At the time of filming in 2018, Moink was tracking toward $1 million in annual revenue. Post-airing, reports indicated they quickly hit $3 million. According to deep-dive business updates published by Mashed, the company reportedly reached upwards of $74 million in revenue by 2022.
Assuming Moink maintained its customer base and managed the natural churn associated with food subscriptions, their revenue safely sits in the high eight figures.
In the direct-to-consumer food sector, companies generally trade at valuations of 1x to 2x their annual revenue, heavily dependent on profit margins and subscriber retention.

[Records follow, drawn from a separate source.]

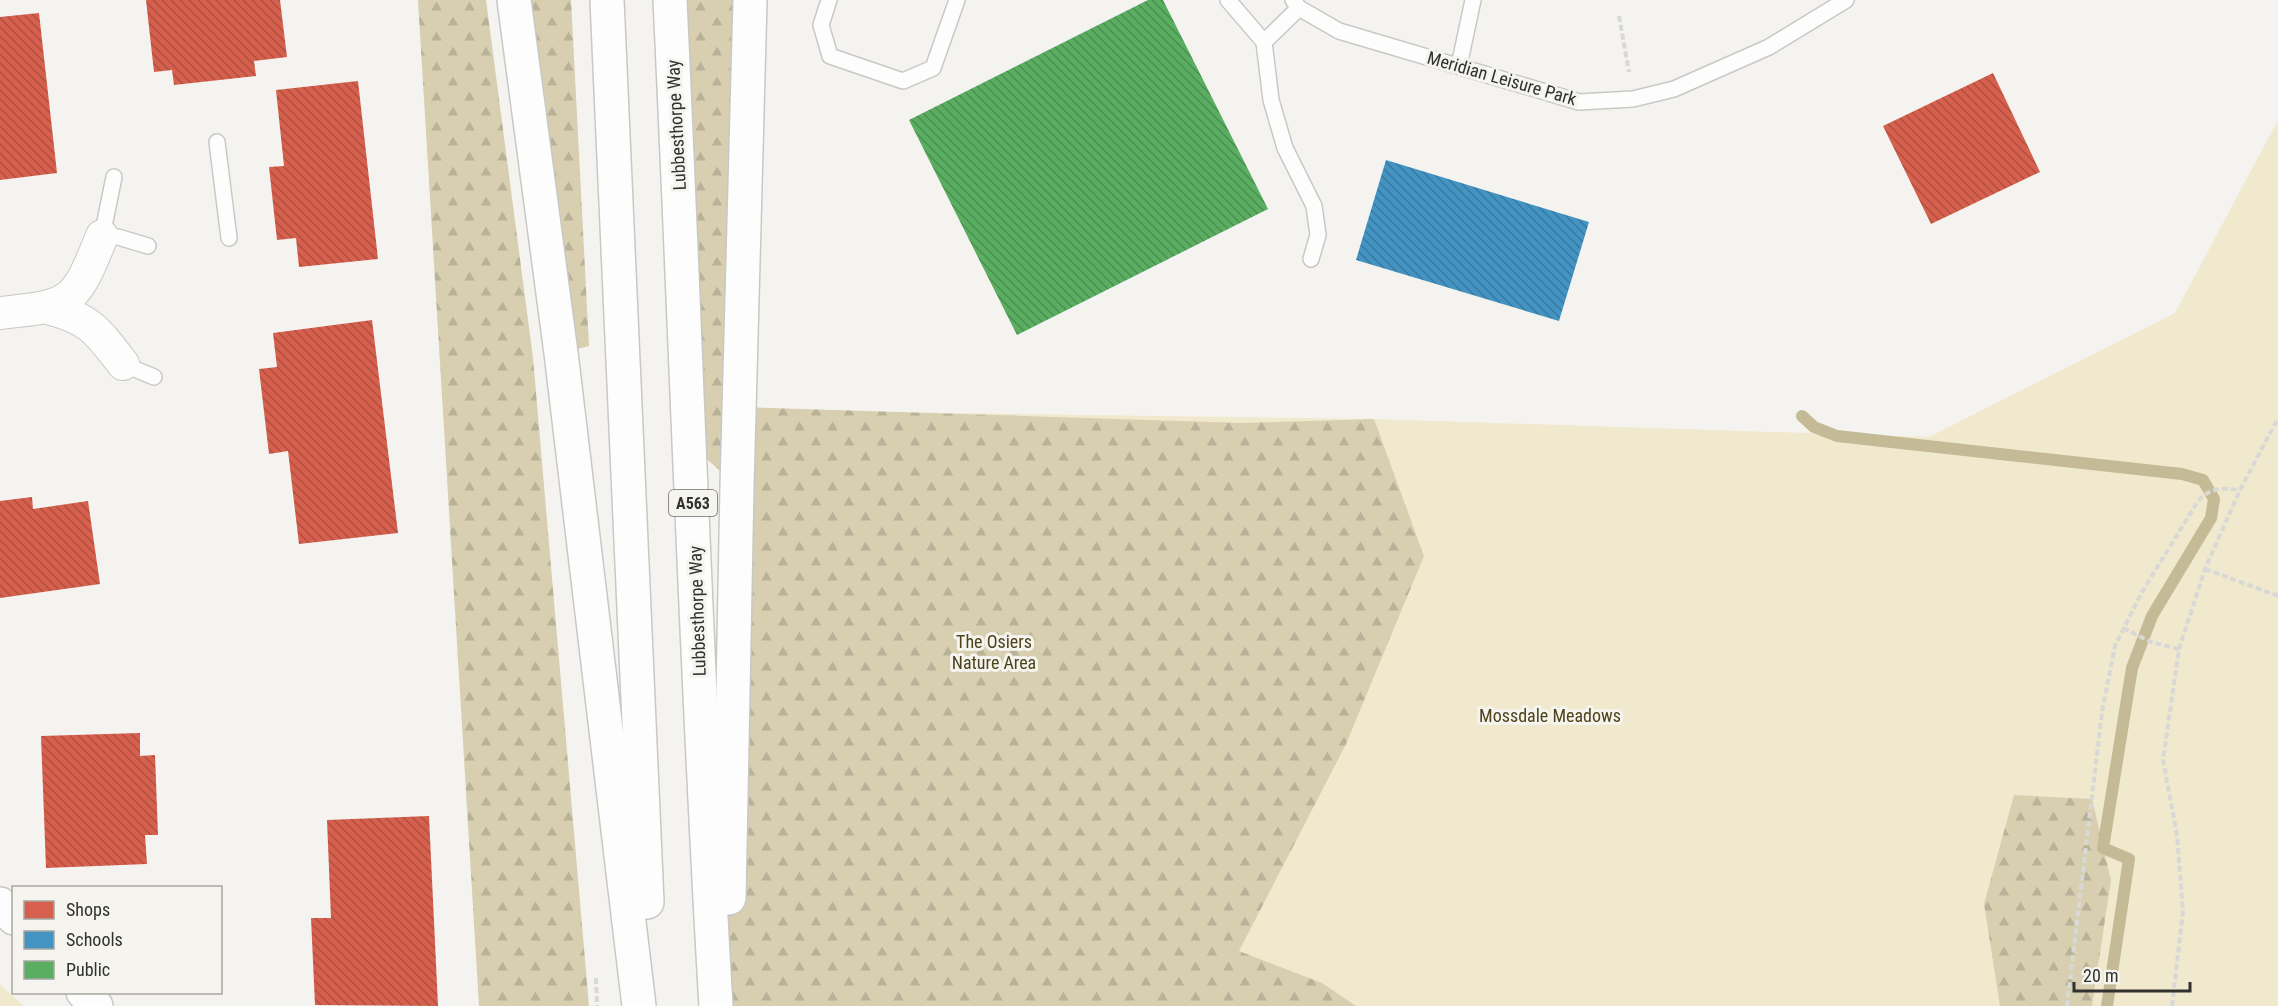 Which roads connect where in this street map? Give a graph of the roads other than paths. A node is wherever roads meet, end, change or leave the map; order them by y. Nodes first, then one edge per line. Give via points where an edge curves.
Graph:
1 (514, 0) edge
2 (607, 0) edge
3 (670, 0) edge
4 (750, 0) edge
5 (829, 0) edge
6 (957, 0) edge
7 (1228, 0) edge
8 (1473, 0) edge
9 (1846, 0) edge
10 (1296, 4) edge
11 (1264, 42) junction
12 (1459, 66) junction
13 (218, 142) dead end
14 (114, 177) dead end
15 (102, 236) junction
16 (229, 238) dead end
17 (148, 246) dead end
18 (1311, 259) dead end
19 (48, 308) junction
20 (0, 313) edge
21 (123, 364) joint
22 (154, 377) dead end
23 (0, 904) edge
24 (12, 916) edge
25 (84, 994) edge
26 (96, 1006) edge
27 (639, 1006) edge
28 (652, 1006) edge
29 (716, 1006) edge
30 (727, 1006) edge

1 - 27 main road via 561,353
2 - 28 main road
3 - 29 main road, Lubbesthorpe Way / A563 via 702,776
4 - 30 main road
5 - 6 lane via 821,25 830,56 903,81 933,68
7 - 11 lane
8 - 12 lane
9 - 12 lane, Meridian Leisure Park via 1769,47 1674,89 1633,99 1579,102
10 - 11 lane
10 - 12 lane, Meridian Leisure Park via 1339,31
11 - 18 lane via 1271,100 1286,148 1314,206 1318,235
13 - 16 lane
14 - 15 lane
15 - 17 lane
15 - 19 street via 83,282 65,300
19 - 20 street
19 - 21 street via 77,316 100,335
21 - 22 lane
23 - 24 main road
25 - 26 main road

Based on their historical sales data and market position, industry estimates place Moink’s valuation conservatively between $60 million to $100 million.

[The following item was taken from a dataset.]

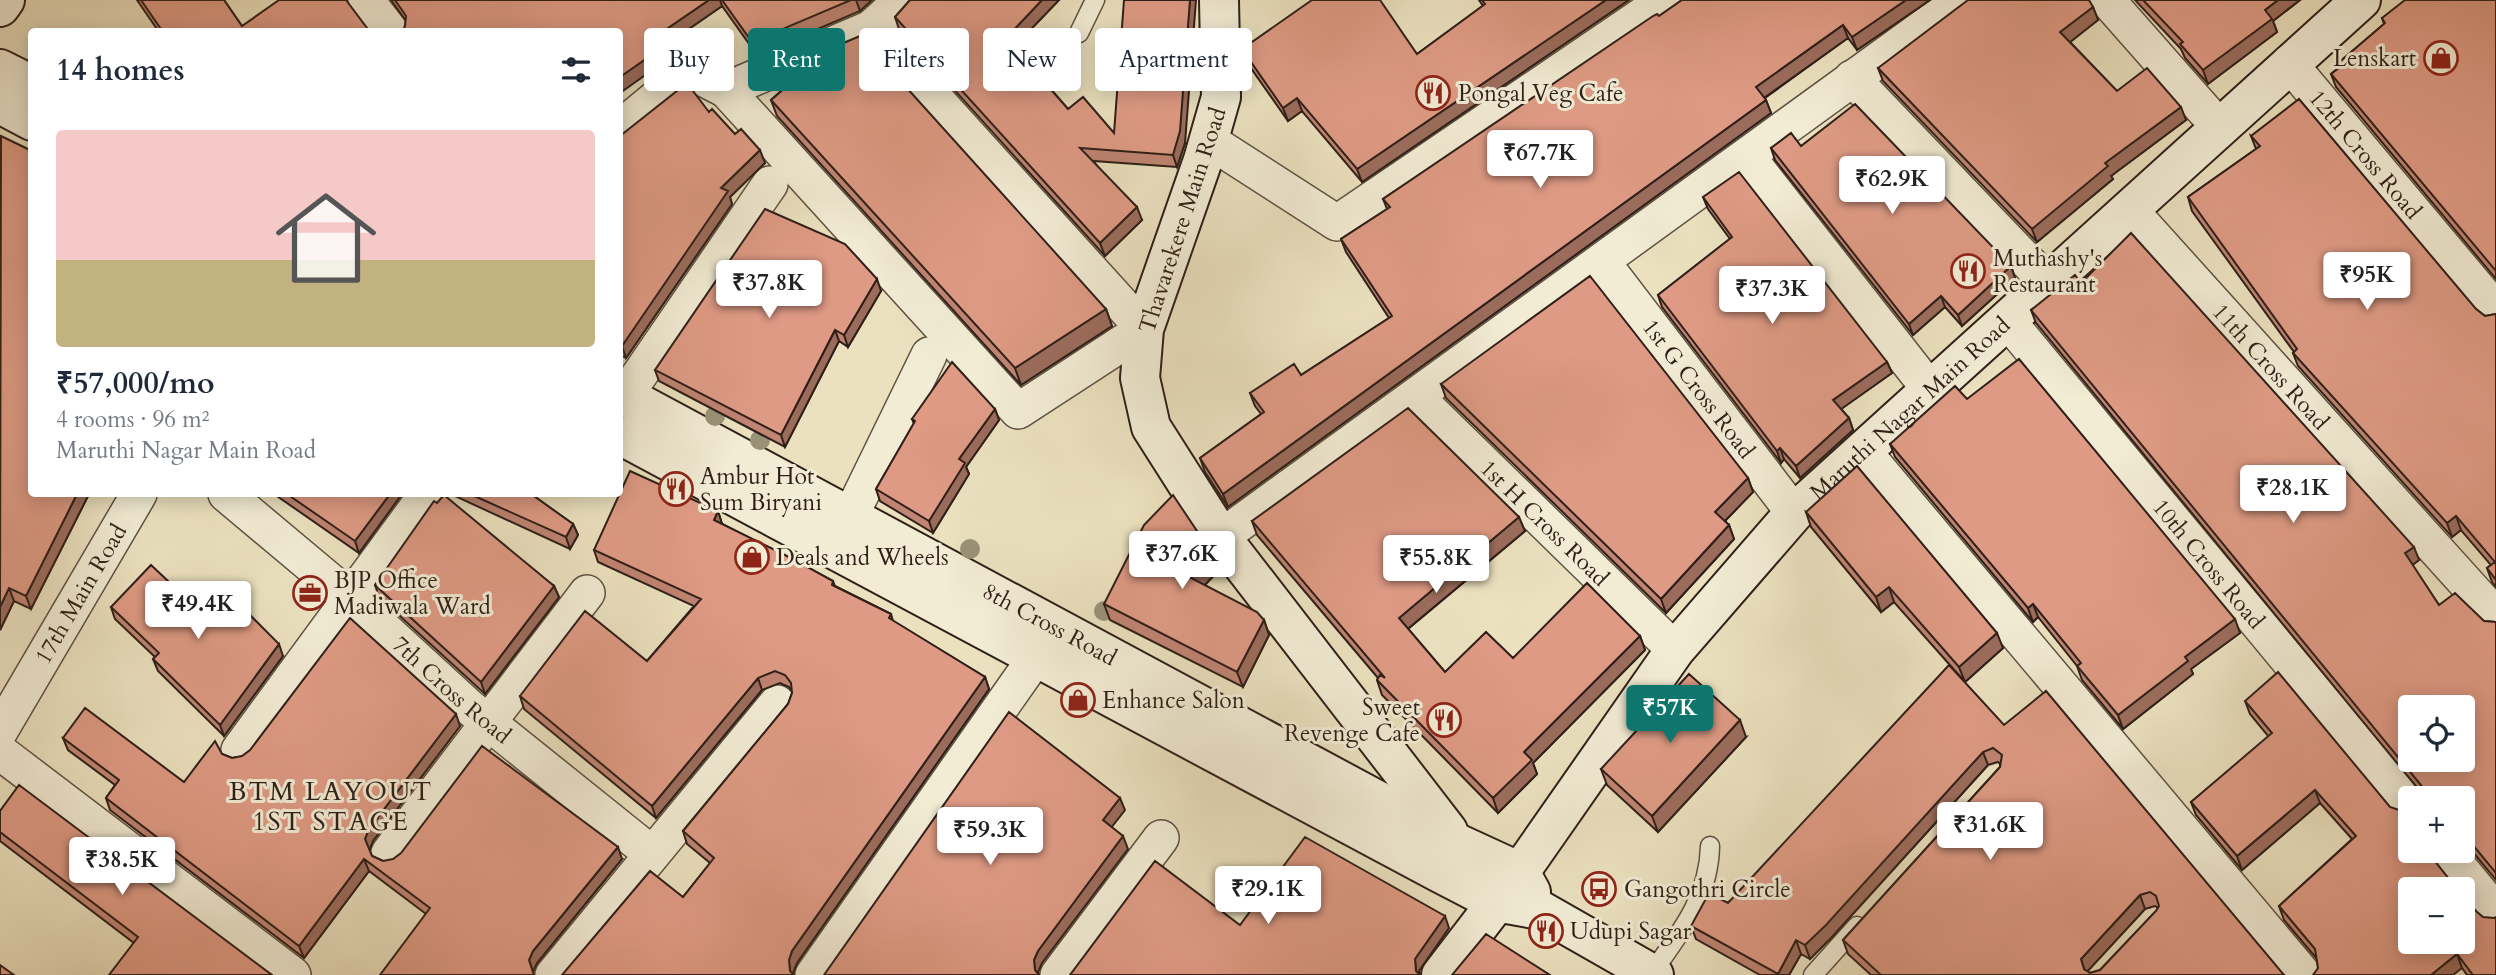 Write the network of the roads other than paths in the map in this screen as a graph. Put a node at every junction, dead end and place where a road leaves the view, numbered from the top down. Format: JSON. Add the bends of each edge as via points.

For Lucinda and Adam Cramsey, who retained 80% equity in their company after partnering with Siminoff, this translates to a massive personal financial victory.
Their estimated combined net worth likely sits well over $40 million on paper, proving that prioritizing ethics over mass-production can indeed build a highly lucrative business.

Is Moink Still in Business?
Yes, Moink is absolutely still in business and operating at high capacity. The company’s website remains highly active, continually accepting new subscribers and fulfilling orders across the lower 48 United States.
Their customer service continues to receive high praise for responsiveness, and they maintain an active, engaging presence on social media, where they routinely highlight the specific family farmers who supply their meat.
Where to Buy Moink?
Moink strictly operates on a direct-to-consumer model. You cannot find their boxes in traditional retail supermarkets or big-box grocery chains. This is a deliberate structural choice; inserting a grocery middleman would force the company to raise prices or cut into the farmers’ paychecks. All orders must be placed directly through the official Moink website.
Top Moink Alternatives
If you are exploring the ethical meat delivery space, Moink faces strong competition from several other heavy hitters. Here is how the market looks:
- ButcherBox: The largest and most visible competitor in the space. ButcherBox operates on a massive scale, offering 100% grass-fed beef, free-range organic chicken, and humanely raised pork. Because of their sheer size, they often run aggressive sign-up promotions (like “free bacon for life”), making them slightly more accessible for budget-conscious buyers, though they source globally rather than strictly from US farms.
- Good Chop: A strong alternative that specifically guarantees all its meat and seafood is sourced exclusively from American farms and fisheries. Like Moink, they offer customizable boxes, but they function with a slightly more corporate feel compared to Moink’s grassroots, family-farm branding.
- Crowd Cow: Instead of a strict subscription model, Crowd Cow operates more like an online butcher shop. You can buy individual cuts of meat a la carte, including high-end specialty items like Japanese A5 Wagyu. They focus heavily on farm transparency, allowing you to choose the exact ranch your specific cut of meat comes from.
Moink continues to hold its own against these larger corporate entities by maintaining its authentic, midwestern roots and unyielding commitment to the American family farmer.
Jamie Siminoff’s $400,000 bet proved to be a masterclass in seeing the potential of a dedicated founder, securing Moink’s place as one of Shark Tank’s most impressive food and beverage success stories.